Como Guido sempre trabalhou em fazenda por sua profissão de Agrônomo, Helena Herweg teve a ideia de colocar os filhos em uma escolinha de Tambor e Baliza, do Lu Moreira, em Bauru/SP. A família tinha os cavalos e as crianças ainda não tinham criado aquela paixão por nenhum esporte até então. Quando os filhos começam a competir, geralmente é a porta de entrada de muitas famílias para uma criação de cavalos mais especializada.

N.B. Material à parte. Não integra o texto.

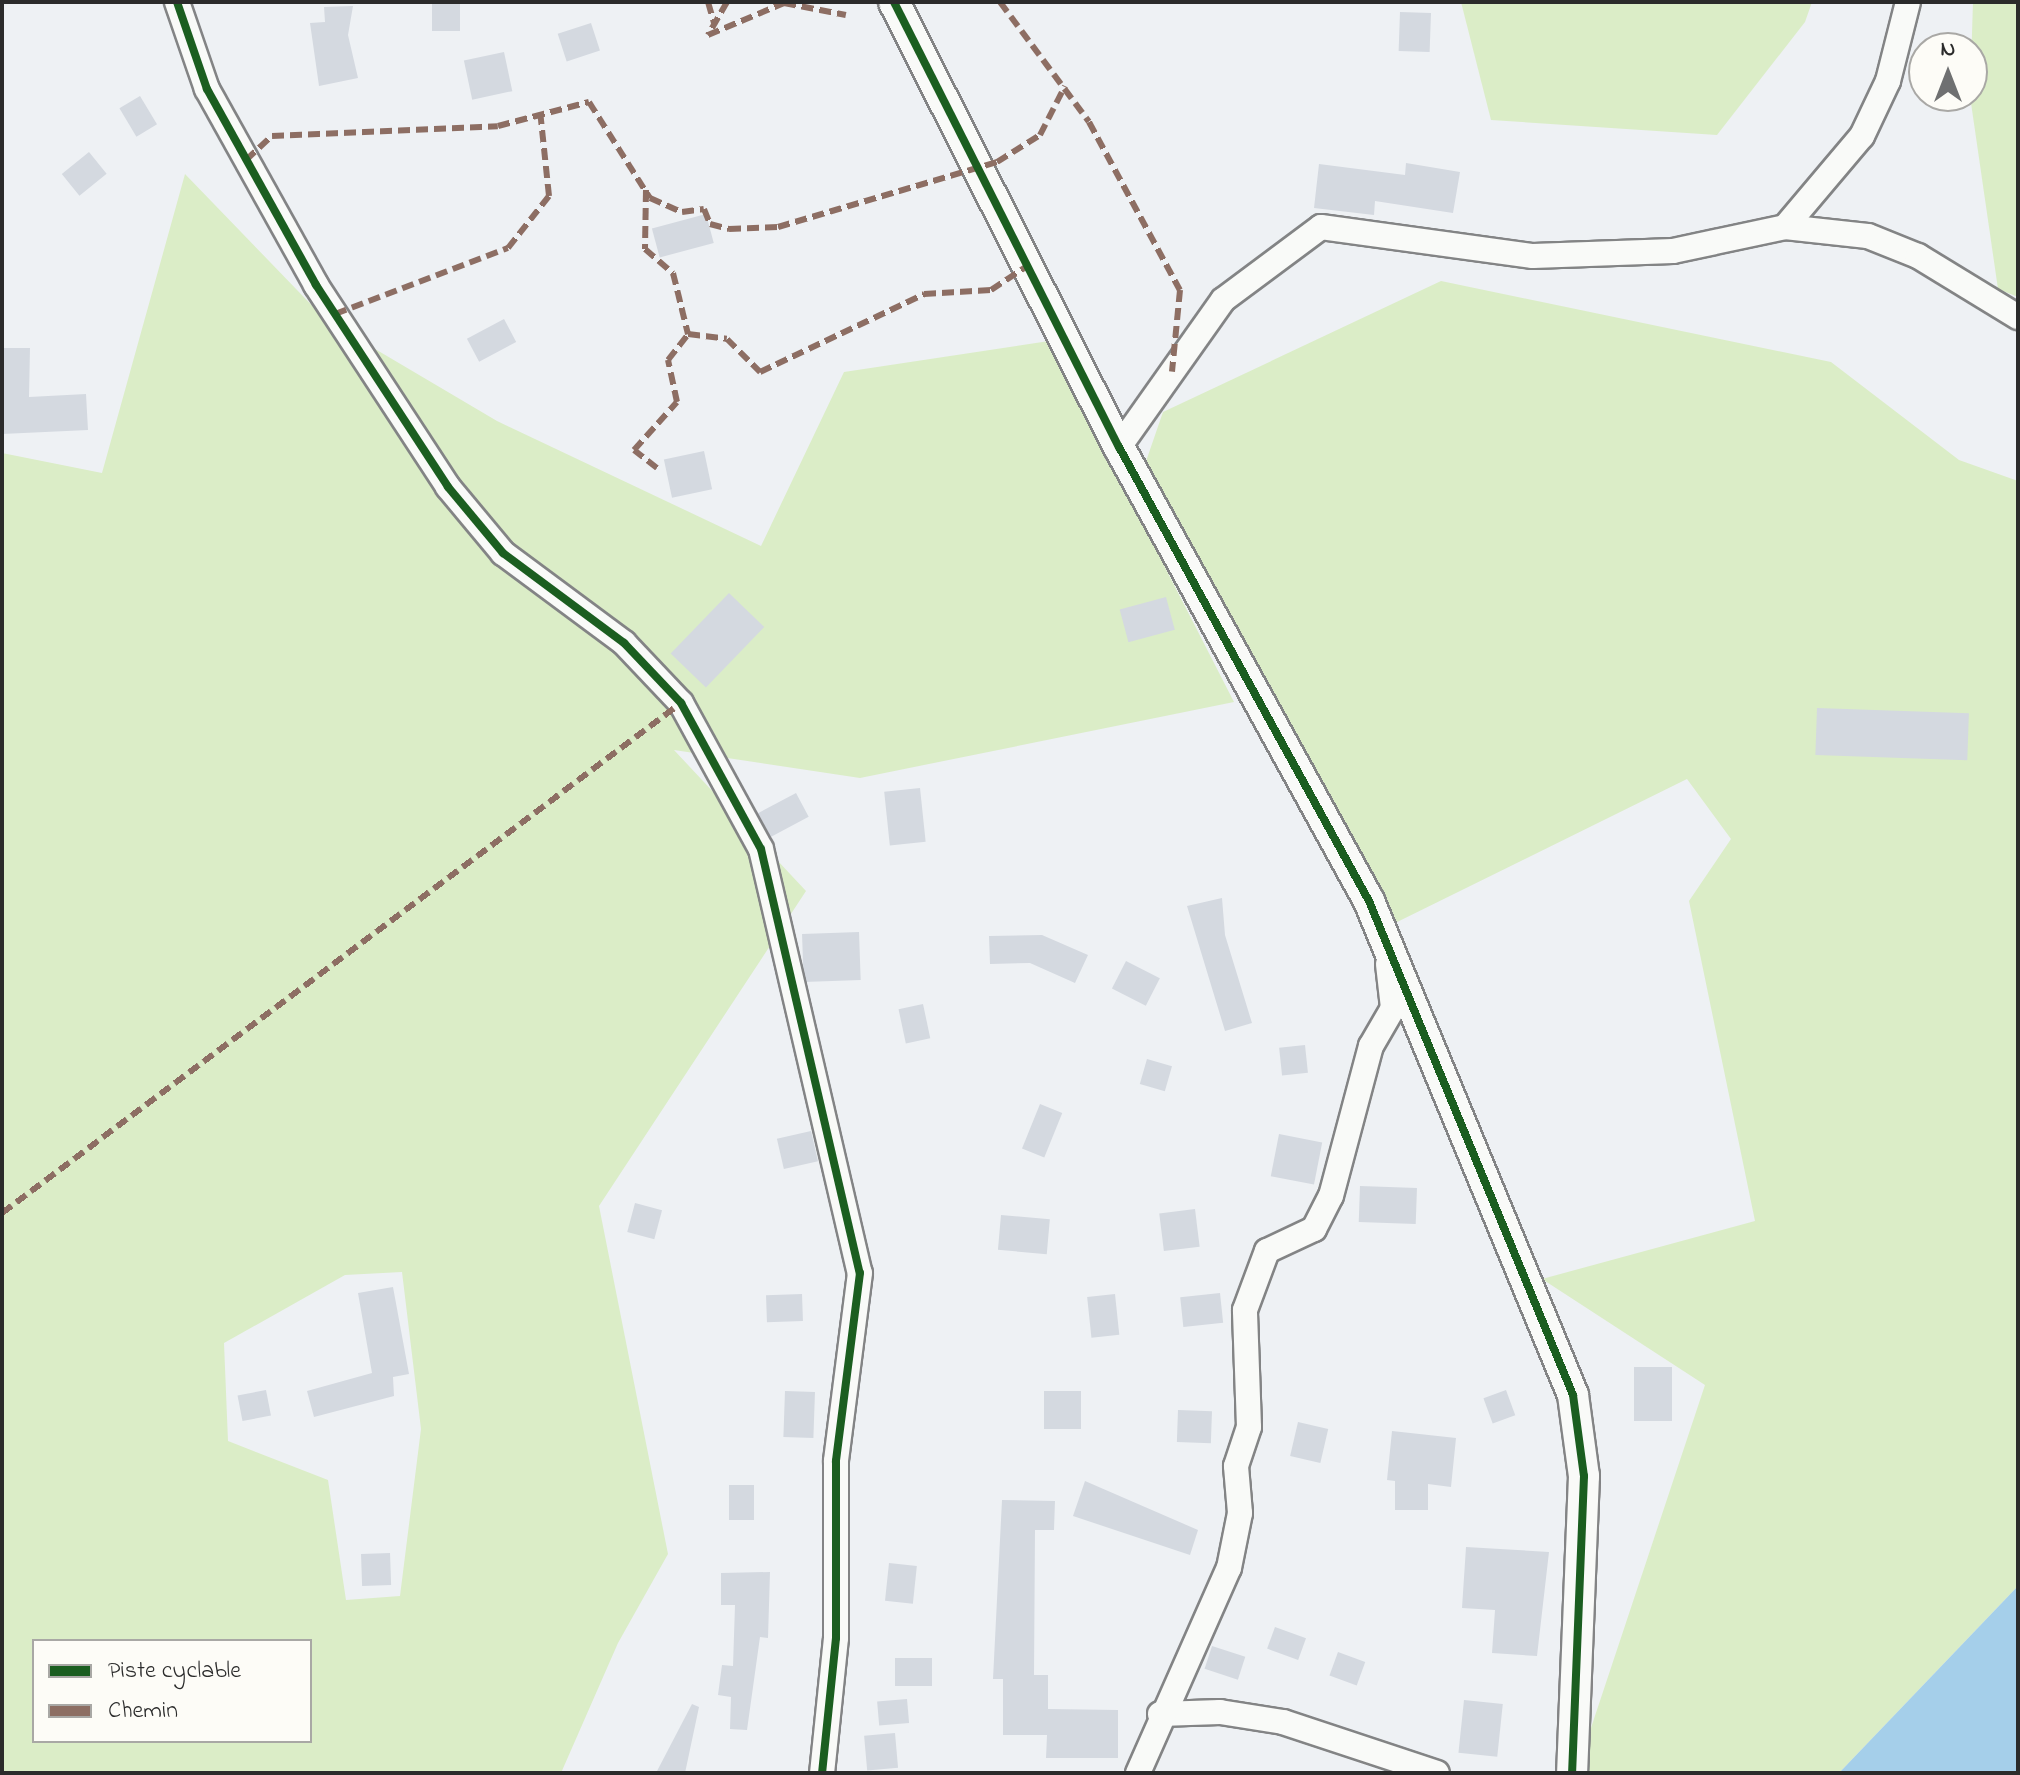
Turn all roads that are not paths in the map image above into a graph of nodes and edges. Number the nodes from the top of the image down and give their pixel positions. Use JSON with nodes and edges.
{"nodes":[{"id":1,"x":177,"y":2,"type":"edge"},
{"id":2,"x":894,"y":2,"type":"edge"},
{"id":3,"x":1908,"y":2,"type":"edge"},
{"id":4,"x":1785,"y":227,"type":"junction"},
{"id":5,"x":2018,"y":317,"type":"edge"},
{"id":6,"x":1119,"y":447,"type":"junction"},
{"id":7,"x":1369,"y":901,"type":"junction"},
{"id":8,"x":1160,"y":1714,"type":"junction"},
{"id":9,"x":822,"y":1773,"type":"edge"},
{"id":10,"x":1138,"y":1773,"type":"edge"},
{"id":11,"x":1437,"y":1773,"type":"edge"},
{"id":12,"x":1572,"y":1773,"type":"edge"}],
"edges":[{"from":1,"to":9,"type":"street"},
{"from":2,"to":6,"type":"street"},
{"from":3,"to":4,"type":"street"},
{"from":4,"to":5,"type":"street"},
{"from":4,"to":6,"type":"street"},
{"from":6,"to":7,"type":"street"},
{"from":7,"to":8,"type":"street"},
{"from":7,"to":12,"type":"street"},
{"from":8,"to":10,"type":"street"},
{"from":8,"to":11,"type":"street"}]}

Alexandre, Martha e Christian tinham em média dez anos de idade quando começaram. Paixão quase que instantânea. A família toda está junta dentro e fora das pistas até hoje, cerca de 35 anos depois. O nome deles como competidores está inserido na classificação de provas como Tambor, Baliza, Team Penning e Ranch Sorting. A criação também, com o sufixo Agae, se destaca em modalidades diversas.

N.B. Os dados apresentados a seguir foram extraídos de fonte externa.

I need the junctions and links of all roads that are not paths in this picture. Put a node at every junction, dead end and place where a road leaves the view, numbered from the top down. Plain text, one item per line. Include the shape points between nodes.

Sinônimo de qualidade em Bauru, sem dúvida, o Haras Agae é um dos grandes fomentadores do cavalo Quarto de Milha e suas modalidades. Como não poderia deixar de ser, se envolveram também na diretoria do Núcleo Bauruense do Cavalo Quarto de Milha – NBQM, um dos mais tradicionais núcleos regionais até hoje.

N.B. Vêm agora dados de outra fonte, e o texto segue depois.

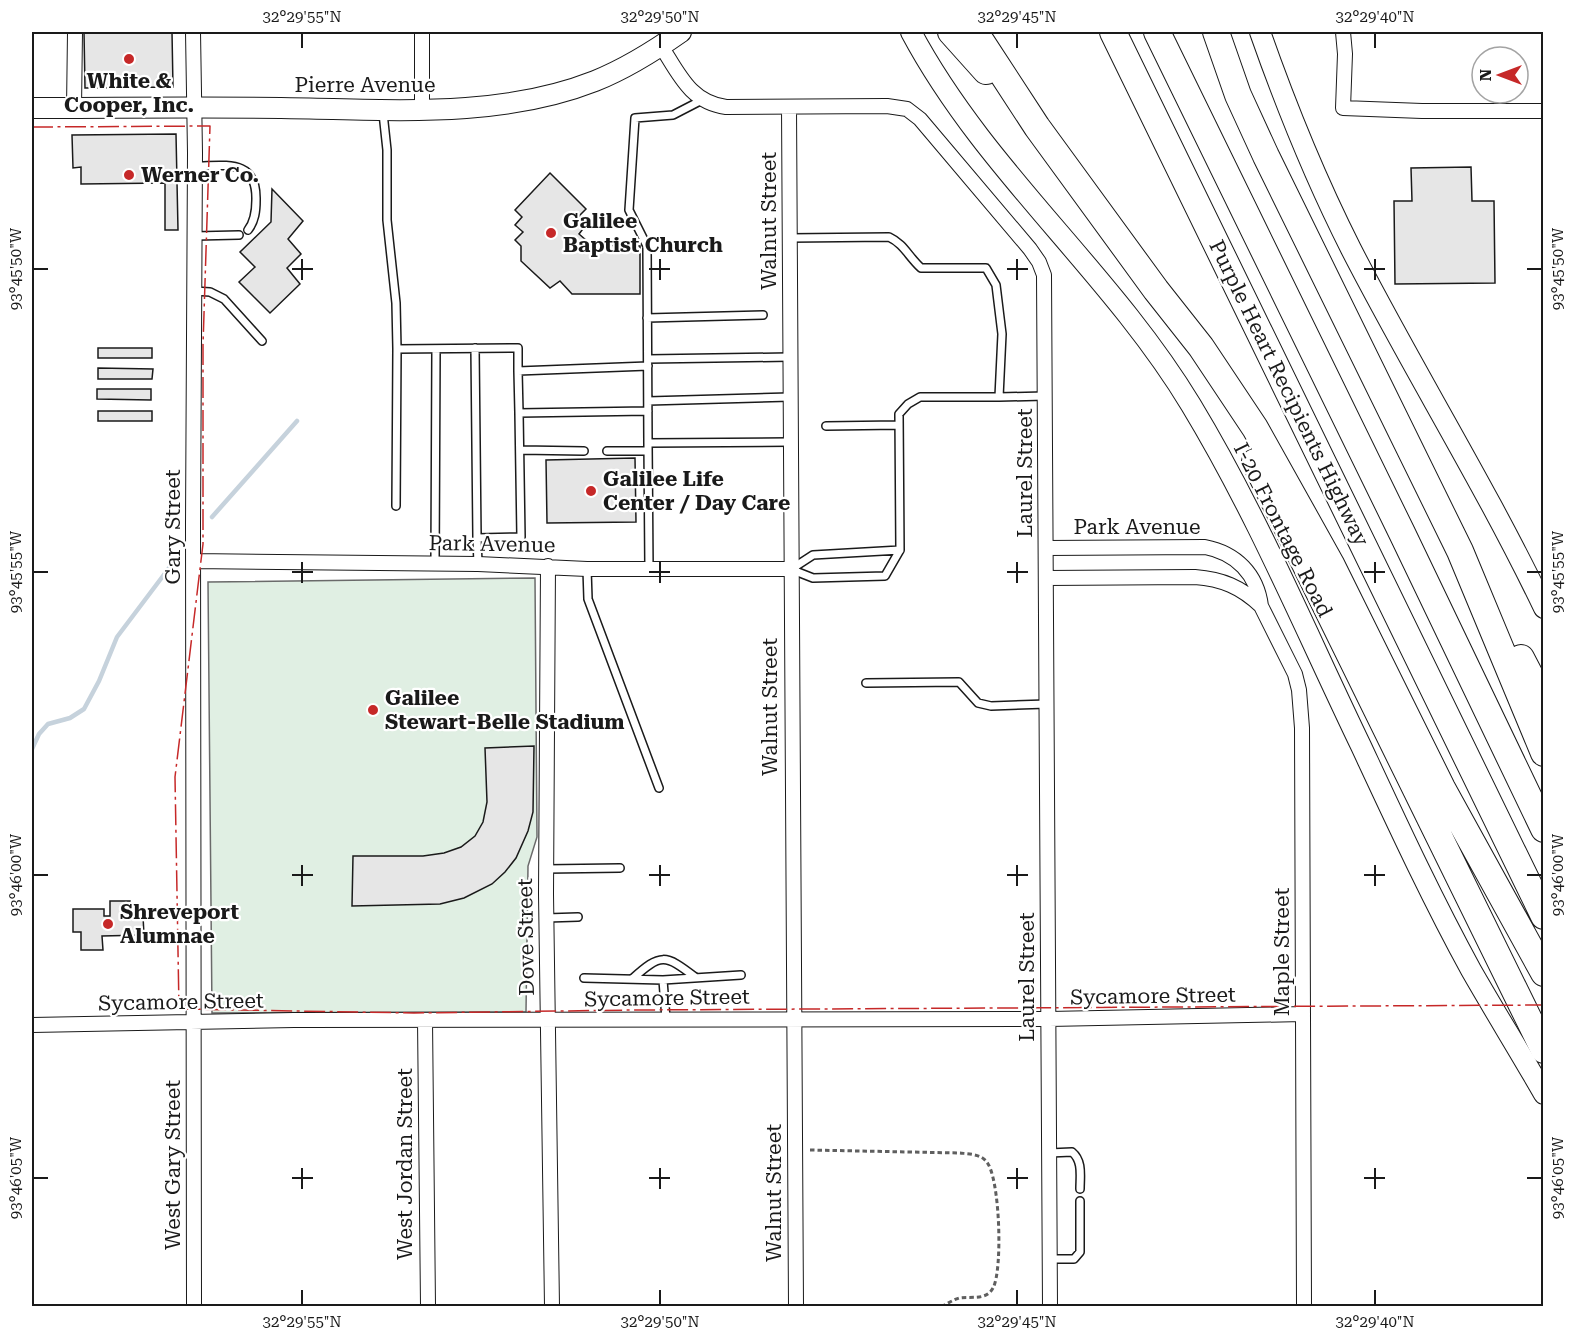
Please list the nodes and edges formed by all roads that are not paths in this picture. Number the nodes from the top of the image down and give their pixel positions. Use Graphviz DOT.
graph roads {
  1 [pos="75,32"];
  2 [pos="193,32"];
  3 [pos="422,32"];
  4 [pos="681,32"];
  5 [pos="907,32"];
  6 [pos="912,32"];
  7 [pos="951,32"];
  8 [pos="975,32"];
  9 [pos="1113,32"];
  10 [pos="1157,32"];
  11 [pos="1210,32"];
  12 [pos="1260,32"];
  13 [pos="1343,32"];
  14 [pos="1220,43"];
  15 [pos="661,46"];
  16 [pos="933,70"];
  17 [pos="702,100"];
  18 [pos="194,107"];
  19 [pos="789,107"];
  20 [pos="32,108"];
  21 [pos="74,108"];
  22 [pos="382,109"];
  23 [pos="422,110"];
  24 [pos="1544,111"];
  25 [pos="1037,127"];
  26 [pos="195,166"];
  27 [pos="248,230"];
  28 [pos="239,235"];
  29 [pos="195,236"];
  30 [pos="790,238"];
  31 [pos="1156,290"];
  32 [pos="194,291"];
  33 [pos="763,315"];
  34 [pos="647,318"];
  35 [pos="262,341"];
  36 [pos="475,348"];
  37 [pos="397,349"];
  38 [pos="436,349"];
  39 [pos="790,357"];
  40 [pos="648,363"];
  41 [pos="518,371"];
  42 [pos="1045,396"];
  43 [pos="790,397"];
  44 [pos="999,397"];
  45 [pos="648,400"];
  46 [pos="648,411"];
  47 [pos="519,413"];
  48 [pos="899,425"];
  49 [pos="826,426"];
  50 [pos="790,442"];
  51 [pos="648,447"];
  52 [pos="520,450"];
  53 [pos="584,451"];
  54 [pos="607,451"];
  55 [pos="396,506"];
  56 [pos="477,538"];
  57 [pos="1046,548"];
  58 [pos="900,550"];
  59 [pos="1460,551"];
  60 [pos="193,561"];
  61 [pos="435,564"];
  62 [pos="478,564"];
  63 [pos="548,566"];
  64 [pos="587,569"];
  65 [pos="649,569"];
  66 [pos="790,569"];
  67 [pos="1046,578"];
  68 [pos="1261,606"];
  69 [pos="1544,608"];
  70 [pos="866,683"];
  71 [pos="1544,702"];
  72 [pos="1047,704"];
  73 [pos="1544,753"];
  74 [pos="659,788"];
  75 [pos="1544,829"];
  76 [pos="620,868"];
  77 [pos="546,869"];
  78 [pos="1544,916"];
  79 [pos="578,917"];
  80 [pos="546,918"];
  81 [pos="1544,973"];
  82 [pos="741,975"];
  83 [pos="695,977"];
  84 [pos="584,978"];
  85 [pos="632,979"];
  86 [pos="663,980"];
  87 [pos="1303,1014"];
  88 [pos="666,1019"];
  89 [pos="794,1019"];
  90 [pos="1049,1019"];
  91 [pos="425,1020"];
  92 [pos="549,1020"];
  93 [pos="193,1023"];
  94 [pos="32,1025"];
  95 [pos="1544,1050"];
  96 [pos="1544,1094"];
  97 [pos="1049,1153"];
  98 [pos="1080,1190"];
  99 [pos="1080,1201"];
  100 [pos="1050,1259"];
  101 [pos="194,1306"];
  102 [pos="428,1306"];
  103 [pos="552,1306"];
  104 [pos="796,1306"];
  105 [pos="1050,1306"];
  106 [pos="1304,1306"];
  1 -- 21 [label="street"];
  2 -- 18 [label="street, Gary Street"];
  3 -- 23 [label="street"];
  4 -- 15 [label="main road, Pierre Avenue"];
  5 -- 16 [label="main road"];
  6 -- 16 [label="main road, I-20 Frontage Road"];
  7 -- 25 [label="highway"];
  8 -- 25 [label="highway"];
  9 -- 78 [label="highway, Purple Heart Recipients Highway"];
  10 -- 75 [label="highway, Purple Heart Recipients Highway"];
  11 -- 14 [label="highway"];
  12 -- 69 [label="main road"];
  13 -- 24 [label="street"];
  14 -- 59 [label="highway"];
  15 -- 17 [label="street"];
  15 -- 23 [label="main road, Pierre Avenue"];
  16 -- 96 [label="main road, I-20 Frontage Road"];
  17 -- 19 [label="street, Laurel Street"];
  17 -- 34 [label="lane"];
  18 -- 21 [label="main road, Pierre Avenue"];
  18 -- 22 [label="main road, Pierre Avenue"];
  18 -- 26 [label="street, Gary Street"];
  19 -- 30 [label="street, Walnut Street"];
  19 -- 42 [label="street, Laurel Street"];
  20 -- 21 [label="main road, Pierre Avenue"];
  22 -- 23 [label="main road, Pierre Avenue"];
  22 -- 37 [label="lane"];
  25 -- 31 [label="highway"];
  26 -- 27 [label="lane"];
  26 -- 29 [label="street, Gary Street"];
  28 -- 29 [label="lane"];
  29 -- 32 [label="street, Gary Street"];
  30 -- 39 [label="street, Walnut Street"];
  30 -- 44 [label="lane"];
  31 -- 81 [label="highway"];
  31 -- 95 [label="highway"];
  32 -- 35 [label="lane"];
  32 -- 60 [label="street, Gary Street"];
  33 -- 34 [label="lane"];
  34 -- 40 [label="lane"];
  36 -- 38 [label="lane"];
  36 -- 41 [label="lane"];
  36 -- 56 [label="lane"];
  37 -- 38 [label="lane"];
  37 -- 55 [label="lane"];
  38 -- 61 [label="lane"];
  39 -- 40 [label="lane"];
  39 -- 43 [label="street, Walnut Street"];
  40 -- 41 [label="lane"];
  40 -- 45 [label="lane"];
  41 -- 47 [label="lane"];
  42 -- 44 [label="lane"];
  42 -- 57 [label="street, Laurel Street"];
  43 -- 45 [label="lane"];
  43 -- 50 [label="street, Walnut Street"];
  44 -- 48 [label="lane"];
  45 -- 46 [label="lane"];
  46 -- 47 [label="lane"];
  46 -- 51 [label="lane"];
  47 -- 52 [label="lane"];
  48 -- 49 [label="lane"];
  48 -- 58 [label="lane"];
  50 -- 51 [label="lane"];
  50 -- 66 [label="street, Walnut Street"];
  51 -- 54 [label="lane"];
  51 -- 65 [label="lane"];
  52 -- 53 [label="lane"];
  52 -- 56 [label="lane"];
  56 -- 62 [label="lane"];
  57 -- 67 [label="street, Laurel Street"];
  57 -- 68 [label="street, Park Avenue"];
  58 -- 66 [label="lane, Park Avenue"];
  58 -- 66 [label="lane, Park Avenue"];
  59 -- 71 [label="highway"];
  59 -- 73 [label="highway"];
  60 -- 61 [label="street, Park Avenue"];
  60 -- 93 [label="street, Gary Street"];
  61 -- 62 [label="street, Park Avenue"];
  62 -- 63 [label="street, Park Avenue"];
  63 -- 64 [label="street, Park Avenue"];
  63 -- 77 [label="street, Dove Street"];
  64 -- 65 [label="street, Park Avenue"];
  64 -- 74 [label="lane"];
  65 -- 66 [label="street, Park Avenue"];
  66 -- 89 [label="street, Walnut Street"];
  67 -- 68 [label="street"];
  67 -- 72 [label="street, Laurel Street"];
  68 -- 87 [label="street, Maple Street"];
  70 -- 72 [label="lane"];
  72 -- 90 [label="street, Laurel Street"];
  76 -- 77 [label="lane"];
  77 -- 80 [label="street, Dove Street"];
  79 -- 80 [label="lane"];
  80 -- 92 [label="street, Dove Street"];
  82 -- 83 [label="lane"];
  83 -- 85 [label="lane"];
  83 -- 86 [label="lane"];
  84 -- 85 [label="lane"];
  85 -- 86 [label="lane"];
  86 -- 88 [label="lane"];
  87 -- 90 [label="street, Sycamore Street"];
  87 -- 106 [label="street, Maple Street"];
  88 -- 89 [label="street, Sycamore Street"];
  88 -- 92 [label="street, Sycamore Street"];
  89 -- 90 [label="street, Sycamore Street"];
  89 -- 104 [label="street, Walnut Street"];
  90 -- 97 [label="street, Laurel Street"];
  91 -- 92 [label="street, Sycamore Street"];
  91 -- 93 [label="street, Sycamore Street"];
  91 -- 102 [label="street, West Jordan Street"];
  92 -- 103 [label="street, Dove Street"];
  93 -- 94 [label="street, Sycamore Street"];
  93 -- 101 [label="street, West Gary Street"];
  97 -- 98 [label="lane"];
  97 -- 100 [label="street, Laurel Street"];
  99 -- 100 [label="lane"];
  100 -- 105 [label="street, Laurel Street"];
}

NBQM e as mulheres do Agae
Uma história que marca muito Helena é quando ela assumiu a presidência (2004 a 2006) e formou uma diretoria só de mulheres. “Juliana Silveira, namorada na época do Lu Moreira, foi a primeira presidente mulher do Núcleo, e depois eu assumi. Não entendia nada, não sabia como eram as categorias, não sabia nada. O Guido me ajudou muito nesse processo. E a nossa diretoria toda feminina foi um sucesso, chamamos atenção de todos, da mídia em geral também”, relembra.
Foram quatro gestões femininas seguidas no NBQM, depois da Juliana e da Helena, entrou a Mônica e a Paola Daré Braga. As mulheres fortes de Bauru voltaram à presidência do Núcleo depois com a Camila Shayeb Dosso, Carolina Fanton e Martha Herweg, que passou o bastão ano passado. É uma das marcas do NBQM, com certeza, já que elas foram as primeiras, especialmente a gestão da Helena, no meio do cavalo a ter uma diretoria totalmente feminina.
Elas fazem parte da história do cavalo e da cidade de Bauru nesse contexto. Toda a dificuldade que enfrentaram, sem recursos na época, fez com que o NBQM fosse se tornando referência pela forma como começaram a gerir as provas e o que implementaram. “A gente sempre tentou saber das pessoas o que estava bom, ruim e o que podíamos melhorar. Pedíamos sugestões. E íamos implementando as coisas e as pessoas iam aprovando, a gente seguia”, complementa Helena.
Rapidamente, o modelo do NBQM gerou um aumento exponencial de inscritos. À medida que as modalidades cresciam, o Núcleo também, e foram elas que seguraram as pontas. “A gente também fazia questão de frisar que o Núcleo Bauruense tinha a função de iniciar os competidores nas competições. Tivemos a preocupação de estimular as crianças a gostarem do esporte, então instituímos as premiações como sacolinha com brinquedo, bicicleta, medalhas para todos os participantes. Ninguém fazia na época e a gente implantou. Nem existia a categoria Mirim, né?”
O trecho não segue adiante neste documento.